Start of Extracted data

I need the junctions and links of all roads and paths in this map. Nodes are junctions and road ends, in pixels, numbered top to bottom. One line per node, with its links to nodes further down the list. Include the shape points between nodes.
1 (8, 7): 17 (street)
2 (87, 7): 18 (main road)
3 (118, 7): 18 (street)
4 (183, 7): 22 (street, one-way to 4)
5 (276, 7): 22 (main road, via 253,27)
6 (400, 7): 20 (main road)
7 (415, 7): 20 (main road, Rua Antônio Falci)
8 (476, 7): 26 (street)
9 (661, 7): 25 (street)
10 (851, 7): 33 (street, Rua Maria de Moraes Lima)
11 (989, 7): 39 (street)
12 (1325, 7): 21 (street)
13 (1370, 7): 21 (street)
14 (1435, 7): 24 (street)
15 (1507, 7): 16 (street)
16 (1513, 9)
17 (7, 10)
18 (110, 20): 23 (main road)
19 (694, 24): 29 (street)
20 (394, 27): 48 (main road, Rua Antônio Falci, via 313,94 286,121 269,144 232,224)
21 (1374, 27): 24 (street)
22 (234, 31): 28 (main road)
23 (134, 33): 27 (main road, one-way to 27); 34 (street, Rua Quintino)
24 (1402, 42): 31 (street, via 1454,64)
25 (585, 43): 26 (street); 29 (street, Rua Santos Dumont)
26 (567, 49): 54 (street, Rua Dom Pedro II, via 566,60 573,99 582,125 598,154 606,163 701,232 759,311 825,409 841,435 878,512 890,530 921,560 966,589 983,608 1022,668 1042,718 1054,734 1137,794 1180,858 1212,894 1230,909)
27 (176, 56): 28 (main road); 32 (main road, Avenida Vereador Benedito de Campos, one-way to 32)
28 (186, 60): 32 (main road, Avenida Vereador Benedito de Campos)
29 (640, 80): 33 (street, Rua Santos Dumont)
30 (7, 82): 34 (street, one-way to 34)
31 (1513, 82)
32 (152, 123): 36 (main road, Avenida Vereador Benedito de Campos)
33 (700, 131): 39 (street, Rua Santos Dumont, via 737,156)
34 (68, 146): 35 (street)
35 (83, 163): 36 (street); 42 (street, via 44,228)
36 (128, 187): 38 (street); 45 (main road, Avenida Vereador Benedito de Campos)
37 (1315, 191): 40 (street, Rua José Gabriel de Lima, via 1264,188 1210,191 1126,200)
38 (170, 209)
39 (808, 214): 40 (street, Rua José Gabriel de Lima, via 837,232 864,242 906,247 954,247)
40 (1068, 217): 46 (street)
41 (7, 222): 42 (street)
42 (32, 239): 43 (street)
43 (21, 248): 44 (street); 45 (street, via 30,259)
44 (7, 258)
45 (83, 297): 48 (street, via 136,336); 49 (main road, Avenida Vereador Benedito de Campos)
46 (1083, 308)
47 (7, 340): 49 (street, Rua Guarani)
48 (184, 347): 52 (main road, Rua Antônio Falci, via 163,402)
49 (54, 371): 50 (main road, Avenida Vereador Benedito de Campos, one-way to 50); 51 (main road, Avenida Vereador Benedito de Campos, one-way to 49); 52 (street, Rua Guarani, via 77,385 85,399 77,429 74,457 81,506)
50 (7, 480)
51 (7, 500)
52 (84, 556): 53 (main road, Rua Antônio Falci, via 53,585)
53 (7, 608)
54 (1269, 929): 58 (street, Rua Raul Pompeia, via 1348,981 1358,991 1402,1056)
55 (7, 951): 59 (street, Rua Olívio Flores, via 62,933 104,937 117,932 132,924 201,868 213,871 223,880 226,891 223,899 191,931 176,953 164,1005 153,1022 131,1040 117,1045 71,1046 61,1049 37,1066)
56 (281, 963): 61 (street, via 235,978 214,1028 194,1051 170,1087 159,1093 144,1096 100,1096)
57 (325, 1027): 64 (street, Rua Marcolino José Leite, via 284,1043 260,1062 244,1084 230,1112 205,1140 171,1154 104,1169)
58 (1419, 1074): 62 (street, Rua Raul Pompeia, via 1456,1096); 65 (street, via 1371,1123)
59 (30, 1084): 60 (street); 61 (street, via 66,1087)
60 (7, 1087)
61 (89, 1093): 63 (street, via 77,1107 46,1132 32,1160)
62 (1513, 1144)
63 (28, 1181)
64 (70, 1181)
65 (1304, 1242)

End of Extracted data

| Work task |
Repeat each of the records exactly as written.

| Result below |
I need the junctions and links of all roads and paths in this map. Nodes are junctions and road ends, in pixels, numbered top to bottom. One line per node, with its links to nodes further down the list. Include the shape points between nodes.
1 (8, 7): 17 (street)
2 (87, 7): 18 (main road)
3 (118, 7): 18 (street)
4 (183, 7): 22 (street, one-way to 4)
5 (276, 7): 22 (main road, via 253,27)
6 (400, 7): 20 (main road)
7 (415, 7): 20 (main road, Rua Antônio Falci)
8 (476, 7): 26 (street)
9 (661, 7): 25 (street)
10 (851, 7): 33 (street, Rua Maria de Moraes Lima)
11 (989, 7): 39 (street)
12 (1325, 7): 21 (street)
13 (1370, 7): 21 (street)
14 (1435, 7): 24 (street)
15 (1507, 7): 16 (street)
16 (1513, 9)
17 (7, 10)
18 (110, 20): 23 (main road)
19 (694, 24): 29 (street)
20 (394, 27): 48 (main road, Rua Antônio Falci, via 313,94 286,121 269,144 232,224)
21 (1374, 27): 24 (street)
22 (234, 31): 28 (main road)
23 (134, 33): 27 (main road, one-way to 27); 34 (street, Rua Quintino)
24 (1402, 42): 31 (street, via 1454,64)
25 (585, 43): 26 (street); 29 (street, Rua Santos Dumont)
26 (567, 49): 54 (street, Rua Dom Pedro II, via 566,60 573,99 582,125 598,154 606,163 701,232 759,311 825,409 841,435 878,512 890,530 921,560 966,589 983,608 1022,668 1042,718 1054,734 1137,794 1180,858 1212,894 1230,909)
27 (176, 56): 28 (main road); 32 (main road, Avenida Vereador Benedito de Campos, one-way to 32)
28 (186, 60): 32 (main road, Avenida Vereador Benedito de Campos)
29 (640, 80): 33 (street, Rua Santos Dumont)
30 (7, 82): 34 (street, one-way to 34)
31 (1513, 82)
32 (152, 123): 36 (main road, Avenida Vereador Benedito de Campos)
33 (700, 131): 39 (street, Rua Santos Dumont, via 737,156)
34 (68, 146): 35 (street)
35 (83, 163): 36 (street); 42 (street, via 44,228)
36 (128, 187): 38 (street); 45 (main road, Avenida Vereador Benedito de Campos)
37 (1315, 191): 40 (street, Rua José Gabriel de Lima, via 1264,188 1210,191 1126,200)
38 (170, 209)
39 (808, 214): 40 (street, Rua José Gabriel de Lima, via 837,232 864,242 906,247 954,247)
40 (1068, 217): 46 (street)
41 (7, 222): 42 (street)
42 (32, 239): 43 (street)
43 (21, 248): 44 (street); 45 (street, via 30,259)
44 (7, 258)
45 (83, 297): 48 (street, via 136,336); 49 (main road, Avenida Vereador Benedito de Campos)
46 (1083, 308)
47 (7, 340): 49 (street, Rua Guarani)
48 (184, 347): 52 (main road, Rua Antônio Falci, via 163,402)
49 (54, 371): 50 (main road, Avenida Vereador Benedito de Campos, one-way to 50); 51 (main road, Avenida Vereador Benedito de Campos, one-way to 49); 52 (street, Rua Guarani, via 77,385 85,399 77,429 74,457 81,506)
50 (7, 480)
51 (7, 500)
52 (84, 556): 53 (main road, Rua Antônio Falci, via 53,585)
53 (7, 608)
54 (1269, 929): 58 (street, Rua Raul Pompeia, via 1348,981 1358,991 1402,1056)
55 (7, 951): 59 (street, Rua Olívio Flores, via 62,933 104,937 117,932 132,924 201,868 213,871 223,880 226,891 223,899 191,931 176,953 164,1005 153,1022 131,1040 117,1045 71,1046 61,1049 37,1066)
56 (281, 963): 61 (street, via 235,978 214,1028 194,1051 170,1087 159,1093 144,1096 100,1096)
57 (325, 1027): 64 (street, Rua Marcolino José Leite, via 284,1043 260,1062 244,1084 230,1112 205,1140 171,1154 104,1169)
58 (1419, 1074): 62 (street, Rua Raul Pompeia, via 1456,1096); 65 (street, via 1371,1123)
59 (30, 1084): 60 (street); 61 (street, via 66,1087)
60 (7, 1087)
61 (89, 1093): 63 (street, via 77,1107 46,1132 32,1160)
62 (1513, 1144)
63 (28, 1181)
64 (70, 1181)
65 (1304, 1242)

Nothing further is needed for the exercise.